Start of Block

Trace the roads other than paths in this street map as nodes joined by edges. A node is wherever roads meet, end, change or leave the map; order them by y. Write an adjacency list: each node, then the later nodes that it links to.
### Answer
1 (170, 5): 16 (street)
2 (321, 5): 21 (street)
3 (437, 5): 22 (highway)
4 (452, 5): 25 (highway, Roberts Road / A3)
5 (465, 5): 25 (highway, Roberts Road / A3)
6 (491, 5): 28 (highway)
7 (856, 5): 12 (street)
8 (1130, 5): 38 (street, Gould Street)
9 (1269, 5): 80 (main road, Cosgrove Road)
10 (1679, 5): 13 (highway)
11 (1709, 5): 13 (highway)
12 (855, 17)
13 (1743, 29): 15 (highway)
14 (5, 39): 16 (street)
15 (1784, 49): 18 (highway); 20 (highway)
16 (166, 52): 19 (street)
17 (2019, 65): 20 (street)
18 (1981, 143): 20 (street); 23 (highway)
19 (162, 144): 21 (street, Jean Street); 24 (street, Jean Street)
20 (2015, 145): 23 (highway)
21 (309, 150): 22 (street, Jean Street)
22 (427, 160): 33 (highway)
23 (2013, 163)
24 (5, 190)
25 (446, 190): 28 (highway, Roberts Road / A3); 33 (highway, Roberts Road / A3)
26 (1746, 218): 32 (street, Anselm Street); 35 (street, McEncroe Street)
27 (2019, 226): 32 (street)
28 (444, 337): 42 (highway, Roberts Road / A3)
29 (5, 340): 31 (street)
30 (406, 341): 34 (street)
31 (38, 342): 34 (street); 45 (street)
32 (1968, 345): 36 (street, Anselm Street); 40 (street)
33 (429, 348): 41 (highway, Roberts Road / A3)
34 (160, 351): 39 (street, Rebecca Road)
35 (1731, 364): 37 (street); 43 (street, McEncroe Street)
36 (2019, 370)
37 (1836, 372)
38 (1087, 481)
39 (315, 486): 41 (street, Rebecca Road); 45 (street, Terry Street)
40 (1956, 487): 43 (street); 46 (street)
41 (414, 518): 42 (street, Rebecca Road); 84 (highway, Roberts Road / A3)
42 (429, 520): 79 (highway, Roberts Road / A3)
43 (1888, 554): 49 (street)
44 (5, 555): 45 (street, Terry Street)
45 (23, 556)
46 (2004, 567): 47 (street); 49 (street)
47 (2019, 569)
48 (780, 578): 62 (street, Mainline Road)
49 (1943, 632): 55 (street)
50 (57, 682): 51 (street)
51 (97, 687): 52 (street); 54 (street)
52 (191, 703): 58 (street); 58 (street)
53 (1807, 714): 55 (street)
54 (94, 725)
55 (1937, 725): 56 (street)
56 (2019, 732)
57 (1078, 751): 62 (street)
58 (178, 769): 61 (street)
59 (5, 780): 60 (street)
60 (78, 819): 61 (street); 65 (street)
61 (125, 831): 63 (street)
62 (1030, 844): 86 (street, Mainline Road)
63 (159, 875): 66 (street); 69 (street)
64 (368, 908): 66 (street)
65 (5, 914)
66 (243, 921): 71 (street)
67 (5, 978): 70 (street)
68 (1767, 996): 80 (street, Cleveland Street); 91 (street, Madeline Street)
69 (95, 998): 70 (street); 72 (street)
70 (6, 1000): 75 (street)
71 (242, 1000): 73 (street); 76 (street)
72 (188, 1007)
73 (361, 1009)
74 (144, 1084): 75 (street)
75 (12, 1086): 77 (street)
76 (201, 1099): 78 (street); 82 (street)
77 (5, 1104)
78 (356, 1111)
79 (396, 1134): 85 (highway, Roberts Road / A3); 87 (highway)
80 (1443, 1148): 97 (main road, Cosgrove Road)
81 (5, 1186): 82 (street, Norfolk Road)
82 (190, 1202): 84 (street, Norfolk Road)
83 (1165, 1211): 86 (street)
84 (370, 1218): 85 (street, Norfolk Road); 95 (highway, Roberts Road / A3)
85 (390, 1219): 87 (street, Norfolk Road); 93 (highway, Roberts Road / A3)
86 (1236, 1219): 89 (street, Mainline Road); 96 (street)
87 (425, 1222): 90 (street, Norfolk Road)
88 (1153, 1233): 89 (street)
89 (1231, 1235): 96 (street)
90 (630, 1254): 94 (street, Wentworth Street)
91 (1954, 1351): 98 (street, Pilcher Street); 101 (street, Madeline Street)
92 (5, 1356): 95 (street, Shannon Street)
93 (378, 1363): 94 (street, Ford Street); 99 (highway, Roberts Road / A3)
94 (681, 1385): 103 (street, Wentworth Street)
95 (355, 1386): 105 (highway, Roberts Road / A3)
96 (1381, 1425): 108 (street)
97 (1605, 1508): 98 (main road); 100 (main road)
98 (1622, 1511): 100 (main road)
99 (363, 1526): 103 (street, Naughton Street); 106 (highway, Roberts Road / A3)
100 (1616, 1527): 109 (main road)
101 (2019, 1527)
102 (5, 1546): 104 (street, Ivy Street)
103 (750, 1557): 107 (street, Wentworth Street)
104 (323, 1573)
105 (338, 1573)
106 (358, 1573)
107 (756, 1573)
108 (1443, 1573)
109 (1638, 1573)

End of Block

→ WHAT IS NEEDED
Repeat all the records without altering a single word.

→ EXERCISE OUTPUT
Trace the roads other than paths in this street map as nodes joined by edges. A node is wherever roads meet, end, change or leave the map; order them by y. Write an adjacency list: each node, then the later nodes that it links to.
### Answer
1 (170, 5): 16 (street)
2 (321, 5): 21 (street)
3 (437, 5): 22 (highway)
4 (452, 5): 25 (highway, Roberts Road / A3)
5 (465, 5): 25 (highway, Roberts Road / A3)
6 (491, 5): 28 (highway)
7 (856, 5): 12 (street)
8 (1130, 5): 38 (street, Gould Street)
9 (1269, 5): 80 (main road, Cosgrove Road)
10 (1679, 5): 13 (highway)
11 (1709, 5): 13 (highway)
12 (855, 17)
13 (1743, 29): 15 (highway)
14 (5, 39): 16 (street)
15 (1784, 49): 18 (highway); 20 (highway)
16 (166, 52): 19 (street)
17 (2019, 65): 20 (street)
18 (1981, 143): 20 (street); 23 (highway)
19 (162, 144): 21 (street, Jean Street); 24 (street, Jean Street)
20 (2015, 145): 23 (highway)
21 (309, 150): 22 (street, Jean Street)
22 (427, 160): 33 (highway)
23 (2013, 163)
24 (5, 190)
25 (446, 190): 28 (highway, Roberts Road / A3); 33 (highway, Roberts Road / A3)
26 (1746, 218): 32 (street, Anselm Street); 35 (street, McEncroe Street)
27 (2019, 226): 32 (street)
28 (444, 337): 42 (highway, Roberts Road / A3)
29 (5, 340): 31 (street)
30 (406, 341): 34 (street)
31 (38, 342): 34 (street); 45 (street)
32 (1968, 345): 36 (street, Anselm Street); 40 (street)
33 (429, 348): 41 (highway, Roberts Road / A3)
34 (160, 351): 39 (street, Rebecca Road)
35 (1731, 364): 37 (street); 43 (street, McEncroe Street)
36 (2019, 370)
37 (1836, 372)
38 (1087, 481)
39 (315, 486): 41 (street, Rebecca Road); 45 (street, Terry Street)
40 (1956, 487): 43 (street); 46 (street)
41 (414, 518): 42 (street, Rebecca Road); 84 (highway, Roberts Road / A3)
42 (429, 520): 79 (highway, Roberts Road / A3)
43 (1888, 554): 49 (street)
44 (5, 555): 45 (street, Terry Street)
45 (23, 556)
46 (2004, 567): 47 (street); 49 (street)
47 (2019, 569)
48 (780, 578): 62 (street, Mainline Road)
49 (1943, 632): 55 (street)
50 (57, 682): 51 (street)
51 (97, 687): 52 (street); 54 (street)
52 (191, 703): 58 (street); 58 (street)
53 (1807, 714): 55 (street)
54 (94, 725)
55 (1937, 725): 56 (street)
56 (2019, 732)
57 (1078, 751): 62 (street)
58 (178, 769): 61 (street)
59 (5, 780): 60 (street)
60 (78, 819): 61 (street); 65 (street)
61 (125, 831): 63 (street)
62 (1030, 844): 86 (street, Mainline Road)
63 (159, 875): 66 (street); 69 (street)
64 (368, 908): 66 (street)
65 (5, 914)
66 (243, 921): 71 (street)
67 (5, 978): 70 (street)
68 (1767, 996): 80 (street, Cleveland Street); 91 (street, Madeline Street)
69 (95, 998): 70 (street); 72 (street)
70 (6, 1000): 75 (street)
71 (242, 1000): 73 (street); 76 (street)
72 (188, 1007)
73 (361, 1009)
74 (144, 1084): 75 (street)
75 (12, 1086): 77 (street)
76 (201, 1099): 78 (street); 82 (street)
77 (5, 1104)
78 (356, 1111)
79 (396, 1134): 85 (highway, Roberts Road / A3); 87 (highway)
80 (1443, 1148): 97 (main road, Cosgrove Road)
81 (5, 1186): 82 (street, Norfolk Road)
82 (190, 1202): 84 (street, Norfolk Road)
83 (1165, 1211): 86 (street)
84 (370, 1218): 85 (street, Norfolk Road); 95 (highway, Roberts Road / A3)
85 (390, 1219): 87 (street, Norfolk Road); 93 (highway, Roberts Road / A3)
86 (1236, 1219): 89 (street, Mainline Road); 96 (street)
87 (425, 1222): 90 (street, Norfolk Road)
88 (1153, 1233): 89 (street)
89 (1231, 1235): 96 (street)
90 (630, 1254): 94 (street, Wentworth Street)
91 (1954, 1351): 98 (street, Pilcher Street); 101 (street, Madeline Street)
92 (5, 1356): 95 (street, Shannon Street)
93 (378, 1363): 94 (street, Ford Street); 99 (highway, Roberts Road / A3)
94 (681, 1385): 103 (street, Wentworth Street)
95 (355, 1386): 105 (highway, Roberts Road / A3)
96 (1381, 1425): 108 (street)
97 (1605, 1508): 98 (main road); 100 (main road)
98 (1622, 1511): 100 (main road)
99 (363, 1526): 103 (street, Naughton Street); 106 (highway, Roberts Road / A3)
100 (1616, 1527): 109 (main road)
101 (2019, 1527)
102 (5, 1546): 104 (street, Ivy Street)
103 (750, 1557): 107 (street, Wentworth Street)
104 (323, 1573)
105 (338, 1573)
106 (358, 1573)
107 (756, 1573)
108 (1443, 1573)
109 (1638, 1573)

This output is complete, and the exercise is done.